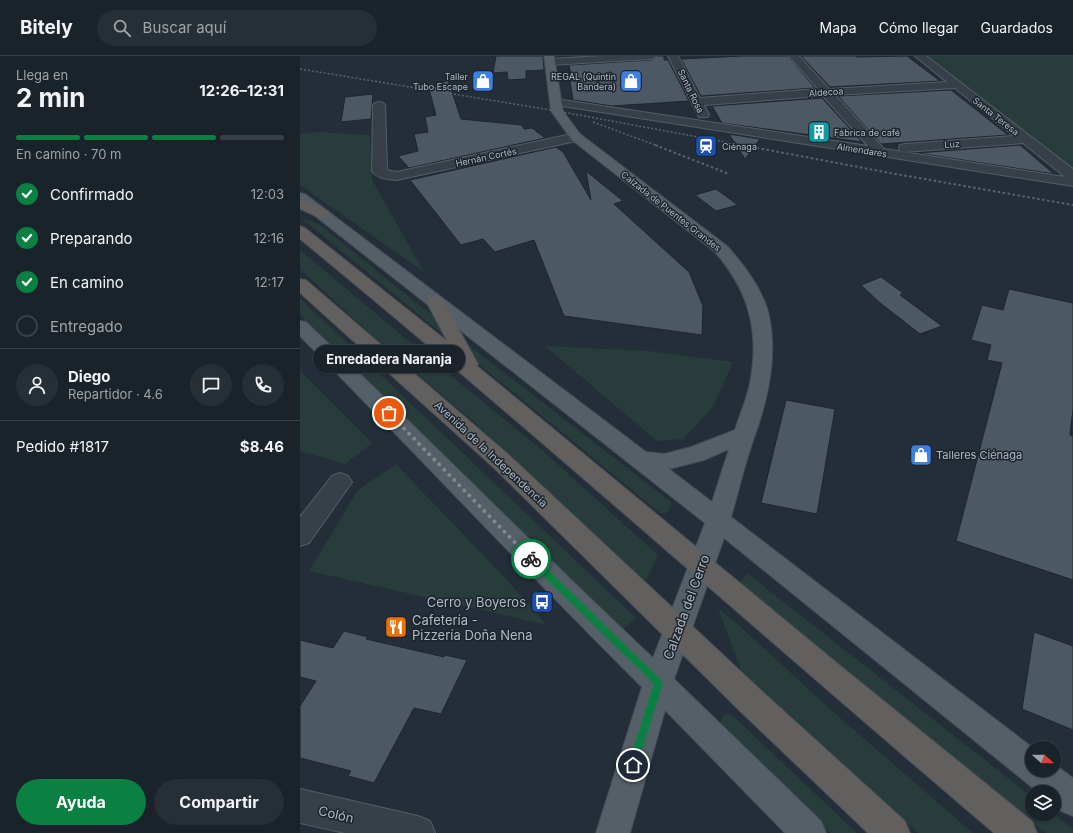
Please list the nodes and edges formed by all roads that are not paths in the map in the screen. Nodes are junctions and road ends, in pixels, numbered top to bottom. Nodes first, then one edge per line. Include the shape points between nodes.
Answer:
1 (651, 56) edge
2 (673, 56) edge
3 (794, 56) edge
4 (920, 56) edge
5 (550, 59) edge
6 (957, 85) junction
7 (826, 92) junction
8 (556, 102) junction
9 (696, 102) junction
10 (380, 105) dead end
11 (708, 126) junction
12 (576, 137) junction
13 (1026, 139) junction
14 (879, 151) junction
15 (1073, 176) edge
16 (1073, 182) edge
17 (300, 197) edge
18 (300, 203) edge
19 (323, 214) junction
20 (300, 231) edge
21 (300, 284) edge
22 (435, 301) junction
23 (300, 326) edge
24 (473, 374) junction
25 (745, 434) junction
26 (640, 459) junction
27 (340, 482) dead end
28 (718, 520) junction
29 (300, 536) edge
30 (702, 564) junction
31 (677, 630) junction
32 (658, 683) junction
33 (1025, 761) edge
34 (1045, 777) edge
35 (1073, 799) edge
36 (300, 806) edge
37 (418, 833) edge
38 (613, 833) edge
39 (809, 833) edge
40 (894, 833) edge
41 (1020, 833) edge

1 - 5 street
2 - 9 street, Santa Rosa
3 - 7 street
4 - 6 street, Santa Teresa
5 - 8 main road, Calzada de Puentes Grandes
6 - 7 street, Aldecoa
6 - 13 street, Santa Teresa
7 - 9 street, Aldecoa
7 - 14 street
8 - 11 street, Almendares
8 - 12 main road, Calzada de Puentes Grandes via 558,111
9 - 11 street, Santa Rosa
10 - 12 street, Hernán Cortés via 379,171 383,174 397,176
11 - 14 street, Almendares
12 - 25 main road, Calzada de Puentes Grandes via 721,249 745,281 761,320 763,345 760,383
13 - 14 street, Luz
13 - 15 street, Santa Teresa
14 - 16 street, Almendares
17 - 19 main road
18 - 19 highway
19 - 22 main road
20 - 24 highway
21 - 31 highway, Avenida de la Independencia via 501,461
22 - 24 highway
22 - 26 main road
23 - 32 main road
24 - 30 highway
25 - 26 main road via 696,454 664,462
25 - 28 main road, Calzada de Puentes Grandes
26 - 28 main road
27 - 29 street
28 - 30 main road, Calzada del Cerro
28 - 33 main road
30 - 31 main road, Calzada del Cerro
30 - 41 highway
31 - 32 main road, Calzada del Cerro
31 - 40 highway, Avenida de la Independencia via 753,704
32 - 38 main road, Calzada del Cerro
32 - 39 main road
34 - 35 main road
36 - 37 street, Colón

···

Return the preceding entries verbatim, with the pictures excluded.

Please list the nodes and edges formed by all roads that are not paths in the map in the screen. Nodes are junctions and road ends, in pixels, numbered top to bottom. Nodes first, then one edge per line. Include the shape points between nodes.
Answer:
1 (651, 56) edge
2 (673, 56) edge
3 (794, 56) edge
4 (920, 56) edge
5 (550, 59) edge
6 (957, 85) junction
7 (826, 92) junction
8 (556, 102) junction
9 (696, 102) junction
10 (380, 105) dead end
11 (708, 126) junction
12 (576, 137) junction
13 (1026, 139) junction
14 (879, 151) junction
15 (1073, 176) edge
16 (1073, 182) edge
17 (300, 197) edge
18 (300, 203) edge
19 (323, 214) junction
20 (300, 231) edge
21 (300, 284) edge
22 (435, 301) junction
23 (300, 326) edge
24 (473, 374) junction
25 (745, 434) junction
26 (640, 459) junction
27 (340, 482) dead end
28 (718, 520) junction
29 (300, 536) edge
30 (702, 564) junction
31 (677, 630) junction
32 (658, 683) junction
33 (1025, 761) edge
34 (1045, 777) edge
35 (1073, 799) edge
36 (300, 806) edge
37 (418, 833) edge
38 (613, 833) edge
39 (809, 833) edge
40 (894, 833) edge
41 (1020, 833) edge

1 - 5 street
2 - 9 street, Santa Rosa
3 - 7 street
4 - 6 street, Santa Teresa
5 - 8 main road, Calzada de Puentes Grandes
6 - 7 street, Aldecoa
6 - 13 street, Santa Teresa
7 - 9 street, Aldecoa
7 - 14 street
8 - 11 street, Almendares
8 - 12 main road, Calzada de Puentes Grandes via 558,111
9 - 11 street, Santa Rosa
10 - 12 street, Hernán Cortés via 379,171 383,174 397,176
11 - 14 street, Almendares
12 - 25 main road, Calzada de Puentes Grandes via 721,249 745,281 761,320 763,345 760,383
13 - 14 street, Luz
13 - 15 street, Santa Teresa
14 - 16 street, Almendares
17 - 19 main road
18 - 19 highway
19 - 22 main road
20 - 24 highway
21 - 31 highway, Avenida de la Independencia via 501,461
22 - 24 highway
22 - 26 main road
23 - 32 main road
24 - 30 highway
25 - 26 main road via 696,454 664,462
25 - 28 main road, Calzada de Puentes Grandes
26 - 28 main road
27 - 29 street
28 - 30 main road, Calzada del Cerro
28 - 33 main road
30 - 31 main road, Calzada del Cerro
30 - 41 highway
31 - 32 main road, Calzada del Cerro
31 - 40 highway, Avenida de la Independencia via 753,704
32 - 38 main road, Calzada del Cerro
32 - 39 main road
34 - 35 main road
36 - 37 street, Colón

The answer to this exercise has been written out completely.